It was back in 2014 when I first published about USB cable resistance as one reason why your phone or tablet might be charging slowly. At the time, quality cables with good gauge wires were hard to find, and many “cheap” 28AWG cables were bought by unsuspecting consumers without knowing the downsides. Since then, it has become one of the most-viewed articles on this site, and the market has responded positively by advertising cable specifications more frequently.
However, this is only one part of the puzzle, and it is something I had realized almost right after I posted that article. Unfortunately, I couldn’t find the motivation to explain the technicalities at the time. Since then, a number of comments and reviews later, I feel that I’m better prepared to explain another issue which has existed since the dawn of USB but has gotten worse as we attempt to push more current through our cables.
Is that USB connector designed correctly?
USB at its introduction specified the ability to transfer up to 500mA at 5V over the USB A and B connectors. Throughout the iterations, the number of connector types have increased, and so has the current demanded by end-devices. USB “legacy” connectors still remain with us today and still remain relevant to many chargers which feature a USB-A socket.

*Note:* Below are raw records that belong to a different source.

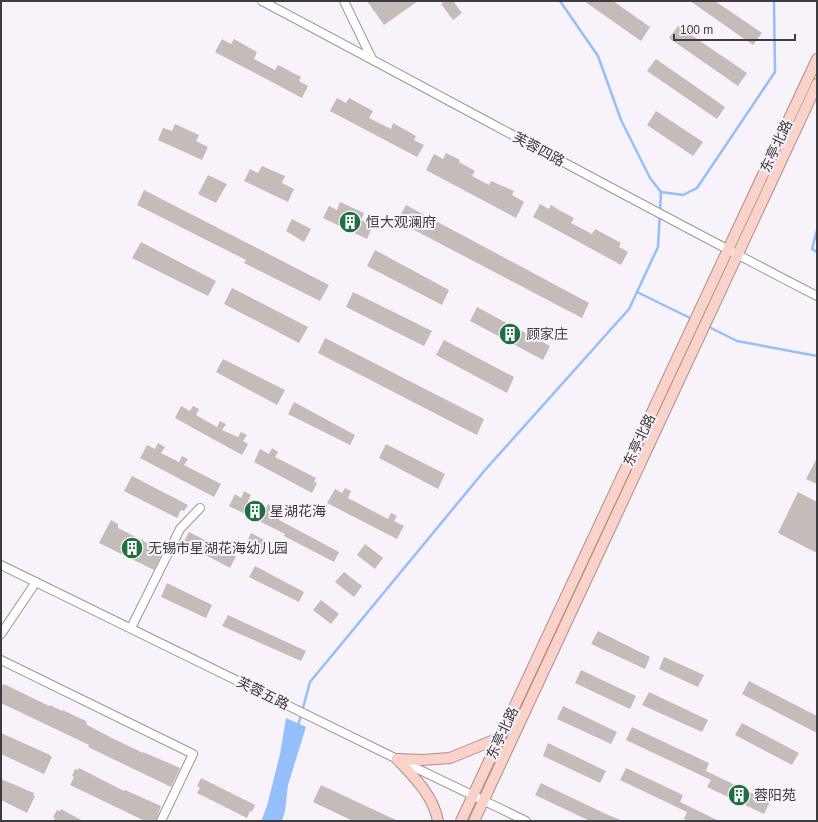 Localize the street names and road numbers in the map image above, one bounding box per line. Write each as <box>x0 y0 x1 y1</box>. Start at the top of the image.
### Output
street label: 东亭北路 <box>757 117 795 175</box>
street label: 芙蓉四路 <box>511 129 567 169</box>
street label: 东亭北路 <box>620 411 658 469</box>
street label: 芙蓉五路 <box>234 674 292 712</box>
street label: 东亭北路 <box>483 704 521 762</box>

Unfortunately, the design of USB focused on making things cost-effective, and as a result, these legacy connectors tend to be less-accurately specified from a dimensional standpoint. This means that connector sizes can vary significantly between manufacturers, but “it should still work”. How well this works in practice is a different story.
I’m sure that many readers may have experienced a headphone socket which crackles and might need you to turn the plug a little or pull it out slightly before a good connection is made.
Others may have even experienced a USB charging cable which refused to charge until a little lateral pressure is applied to the connector, and then it worked. Or maybe, you needed to pull it out just a tiny bit.
These are all manifestations of contact resistance which may arise due to connector incompatibility.
The design of the USB connector is such that this problem should be minimised in properly-designed connectors.
I will focus on the USB-A connector, although the principles hold true for most types of connectors. The first feature to look at is the shape of each of the pins in the connector. Properly formed connectors have a tapered design at the front, which leads to a “raised ridge” in the centre. This whole pin is gold-plated to avoid oxidation and maintain good contact.
When mated with its appropriate mate which contains gold-plated contact springs, the raised ridges concentrate the pressure to “break through” any surface dirt. The plastic tongues on the undersides provide a stable “backing” and increase the pressure between the spring surface and the contact while enforcing connector alignment. The outer shell keeps the connectors from pulling apart, provides a continuous shielding path and maintains the alignment of the pins.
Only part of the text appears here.